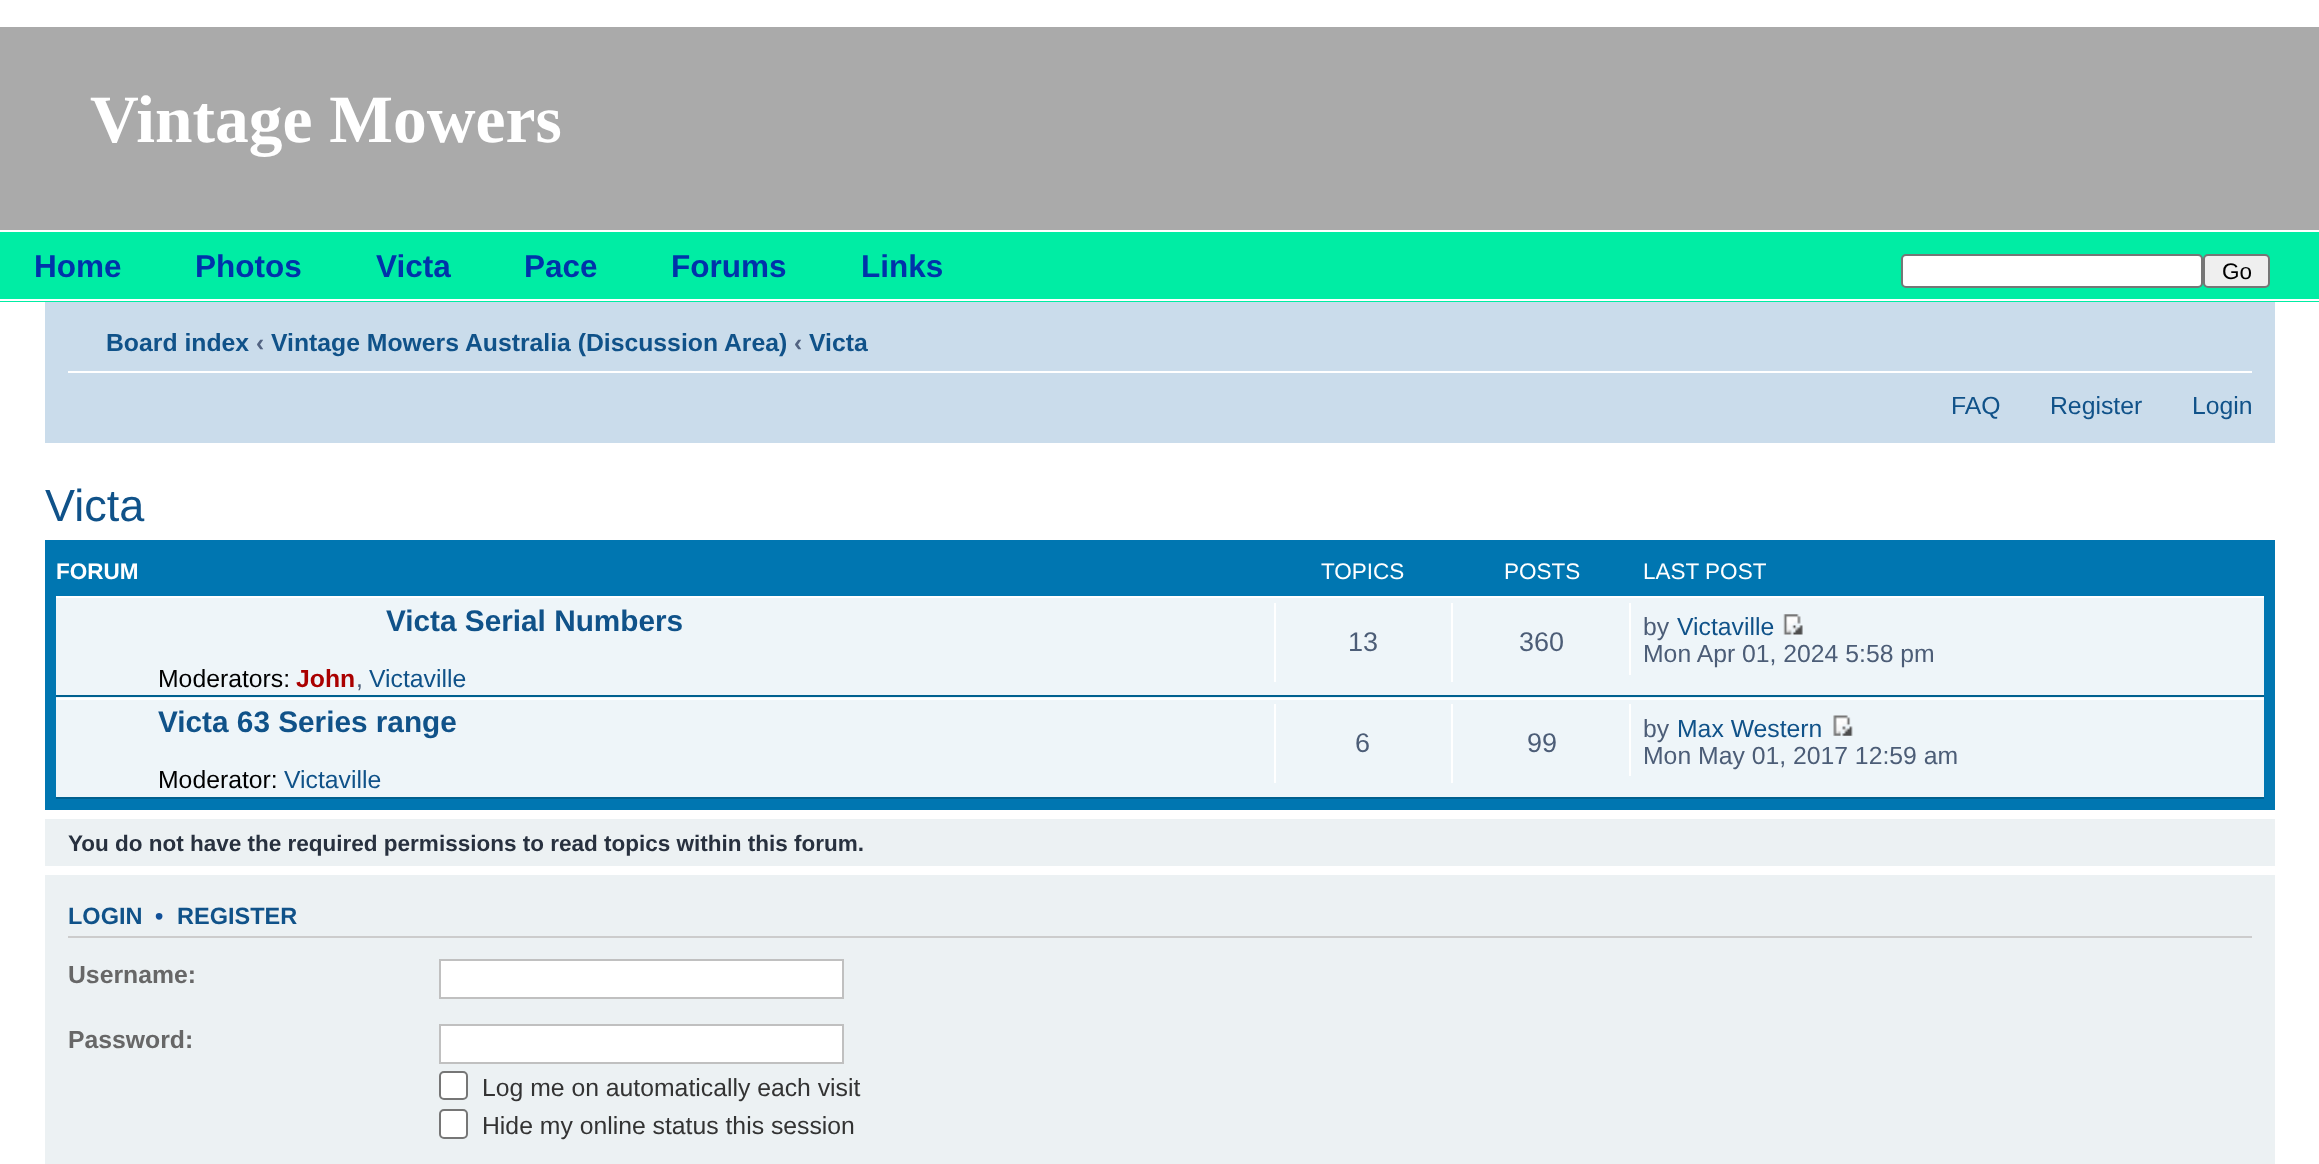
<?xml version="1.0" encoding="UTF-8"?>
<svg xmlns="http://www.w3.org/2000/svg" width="2319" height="1164">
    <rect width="100%" height="100%" fill="#FFFFFF"/>
    <rect x="0" y="27" width="2319" height="203" fill="#AAAAAA"/>
    <text x="90" y="142" font-family="Liberation Serif" font-size="67.5" font-weight="700" fill="#FFFFFF">Vintage Mowers</text>
    <rect x="0" y="232" width="2319" height="70" fill="#00EDA4"/>
    <rect x="0" y="299" width="2319" height="2" fill="#FFFFFF"/>
    <text x="34" y="277" font-family="Liberation Sans" font-size="31.5" font-weight="700" fill="#0033AA">Home</text>
    <text x="195" y="277" font-family="Liberation Sans" font-size="31.5" font-weight="700" fill="#0033AA">Photos</text>
    <text x="376" y="277" font-family="Liberation Sans" font-size="31.5" font-weight="700" fill="#0033AA">Victa</text>
    <text x="524" y="277" font-family="Liberation Sans" font-size="31.5" font-weight="700" fill="#0033AA">Pace</text>
    <text x="671" y="277" font-family="Liberation Sans" font-size="31.5" font-weight="700" fill="#0033AA">Forums</text>
    <text x="861" y="277" font-family="Liberation Sans" font-size="31.5" font-weight="700" fill="#0033AA">Links</text>
    <rect x="1902" y="255" width="300" height="32" rx="4" fill="#FFFFFF" stroke="#767676" stroke-width="2"/>
    <rect x="2204" y="255" width="65" height="32" rx="4" fill="#EFEFEF" stroke="#767676" stroke-width="2"/>
    <text x="2222" y="279" font-family="Liberation Sans" font-size="22.5" fill="#000000">Go</text>
    <rect x="45" y="302" width="2230" height="141" fill="#CADCEB"/>
    <rect x="68" y="371" width="2184" height="2" fill="#FFFFFF"/>
    <text x="106" y="351" font-family="Liberation Sans" font-size="24.75" font-weight="700" fill="#105289">Board index</text>
    <text x="256" y="351" font-family="Liberation Sans" font-size="24.75" font-weight="700" fill="#536482">‹</text>
    <text x="271" y="351" font-family="Liberation Sans" font-size="24.75" font-weight="700" fill="#105289">Vintage Mowers Australia (Discussion Area)</text>
    <text x="794" y="351" font-family="Liberation Sans" font-size="24.75" font-weight="700" fill="#536482">‹</text>
    <text x="809" y="351" font-family="Liberation Sans" font-size="24.75" font-weight="700" fill="#105289">Victa</text>
    <text x="1951" y="414" font-family="Liberation Sans" font-size="24.75" fill="#105289">FAQ</text>
    <text x="2050" y="414" font-family="Liberation Sans" font-size="24.75" fill="#105289">Register</text>
    <text x="2192" y="414" font-family="Liberation Sans" font-size="24.75" fill="#105289">Login</text>
    <text x="45" y="521" font-family="Liberation Sans" font-size="45" fill="#105289">Victa</text>
    <rect x="45" y="540" width="2230" height="270" fill="#0076B1"/>
    <text x="56" y="579" font-family="Liberation Sans" font-size="22.5" font-weight="700" fill="#FFFFFF">FORUM</text>
    <text x="1321" y="579" font-family="Liberation Sans" font-size="22.5" fill="#FFFFFF">TOPICS</text>
    <text x="1504" y="579" font-family="Liberation Sans" font-size="22.5" fill="#FFFFFF">POSTS</text>
    <text x="1643" y="579" font-family="Liberation Sans" font-size="22.5" fill="#FFFFFF">LAST POST</text>
    <rect x="56" y="598" width="2208" height="199" fill="#EEF5F9"/>
    <rect x="56" y="596" width="2208" height="2" fill="#FFFFFF"/>
    <rect x="56" y="695" width="2208" height="2" fill="#00608F"/>
    <text x="386" y="631" font-family="Liberation Sans" font-size="29.75" font-weight="700" fill="#105289">Victa Serial Numbers</text>
    <text x="158" y="687" font-family="Liberation Sans" font-size="24.75" fill="#000000">Moderators:</text>
    <text x="296" y="687" font-family="Liberation Sans" font-size="24.75" font-weight="700" fill="#AA0000">John</text>
    <text x="356" y="687" font-family="Liberation Sans" font-size="24.75" fill="#4C5D77">,</text>
    <text x="369" y="687" font-family="Liberation Sans" font-size="24.75" fill="#105289">Victaville</text>
    <rect x="1274" y="603" width="2" height="79" fill="#FFFFFF"/>
    <text x="1348" y="651" font-family="Liberation Sans" font-size="27" fill="#4C5D77">13</text>
    <rect x="1451" y="603" width="2" height="79" fill="#FFFFFF"/>
    <text x="1519" y="651" font-family="Liberation Sans" font-size="27" fill="#4C5D77">360</text>
    <rect x="1629" y="603" width="2" height="72" fill="#FFFFFF"/>
    <text x="1643" y="635" font-family="Liberation Sans" font-size="24.75" fill="#4C5D77">by</text>
    <text x="1677" y="635" font-family="Liberation Sans" font-size="24.75" fill="#105289">Victaville</text>
    <image x="1783" y="614" width="20" height="21" href="img_01.png"/>
    <text x="1643" y="662" font-family="Liberation Sans" font-size="24.75" fill="#4C5D77">Mon Apr 01, 2024 5:58 pm</text>
    <rect x="56" y="698" width="2208" height="2" fill="#FFFFFF"/>
    <rect x="56" y="797" width="2208" height="2" fill="#00608F"/>
    <text x="158" y="732" font-family="Liberation Sans" font-size="29.75" font-weight="700" fill="#105289">Victa 63 Series range</text>
    <text x="158" y="788" font-family="Liberation Sans" font-size="24.75" fill="#000000">Moderator:</text>
    <text x="284" y="788" font-family="Liberation Sans" font-size="24.75" fill="#105289">Victaville</text>
    <rect x="1274" y="704" width="2" height="79" fill="#FFFFFF"/>
    <text x="1355" y="752" font-family="Liberation Sans" font-size="27" fill="#4C5D77">6</text>
    <rect x="1451" y="704" width="2" height="79" fill="#FFFFFF"/>
    <text x="1527" y="752" font-family="Liberation Sans" font-size="27" fill="#4C5D77">99</text>
    <rect x="1629" y="704" width="2" height="72" fill="#FFFFFF"/>
    <text x="1643" y="737" font-family="Liberation Sans" font-size="24.75" fill="#4C5D77">by</text>
    <text x="1677" y="737" font-family="Liberation Sans" font-size="24.75" fill="#105289">Max Western</text>
    <image x="1833" y="715" width="20" height="21" href="img_02.png"/>
    <text x="1643" y="764" font-family="Liberation Sans" font-size="24.75" fill="#4C5D77">Mon May 01, 2017 12:59 am</text>
    <rect x="45" y="819" width="2230" height="47" fill="#ECF1F3"/>
    <text x="68" y="851" font-family="Liberation Sans" font-size="22.5" font-weight="700" fill="#28313F">You do not have the required permissions to read topics within this forum.</text>
    <rect x="45" y="875" width="2230" height="289" fill="#ECF1F3"/>
    <rect x="68" y="936" width="2184" height="2" fill="#CCCCCC"/>
    <text x="68" y="924" font-family="Liberation Sans" font-size="23.5" font-weight="700" fill="#105289">LOGIN</text>
    <text x="155" y="924" font-family="Liberation Sans" font-size="23.5" font-weight="700" fill="#115098">•</text>
    <text x="177" y="924" font-family="Liberation Sans" font-size="23.5" font-weight="700" fill="#105289">REGISTER</text>
    <text x="68" y="983" font-family="Liberation Sans" font-size="24.75" font-weight="700" fill="#676767">Username:</text>
    <rect x="440" y="960" width="403" height="38" fill="#FFFFFF" stroke="#C0C0C0" stroke-width="2"/>
    <text x="68" y="1048" font-family="Liberation Sans" font-size="24.75" font-weight="700" fill="#676767">Password:</text>
    <rect x="440" y="1025" width="403" height="38" fill="#FFFFFF" stroke="#C0C0C0" stroke-width="2"/>
    <rect x="440" y="1072" width="27" height="27" rx="4" fill="#FFFFFF" stroke="#767676" stroke-width="2"/>
    <text x="482" y="1096" font-family="Liberation Sans" font-size="24.75" fill="#333333">Log me on automatically each visit</text>
    <rect x="440" y="1110" width="27" height="28" rx="4" fill="#FFFFFF" stroke="#767676" stroke-width="2"/>
    <text x="482" y="1134" font-family="Liberation Sans" font-size="24.75" fill="#333333">Hide my online status this session</text>
</svg>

•••••

Nothing but a number should be given: the count of lines above that hold "stroke".

6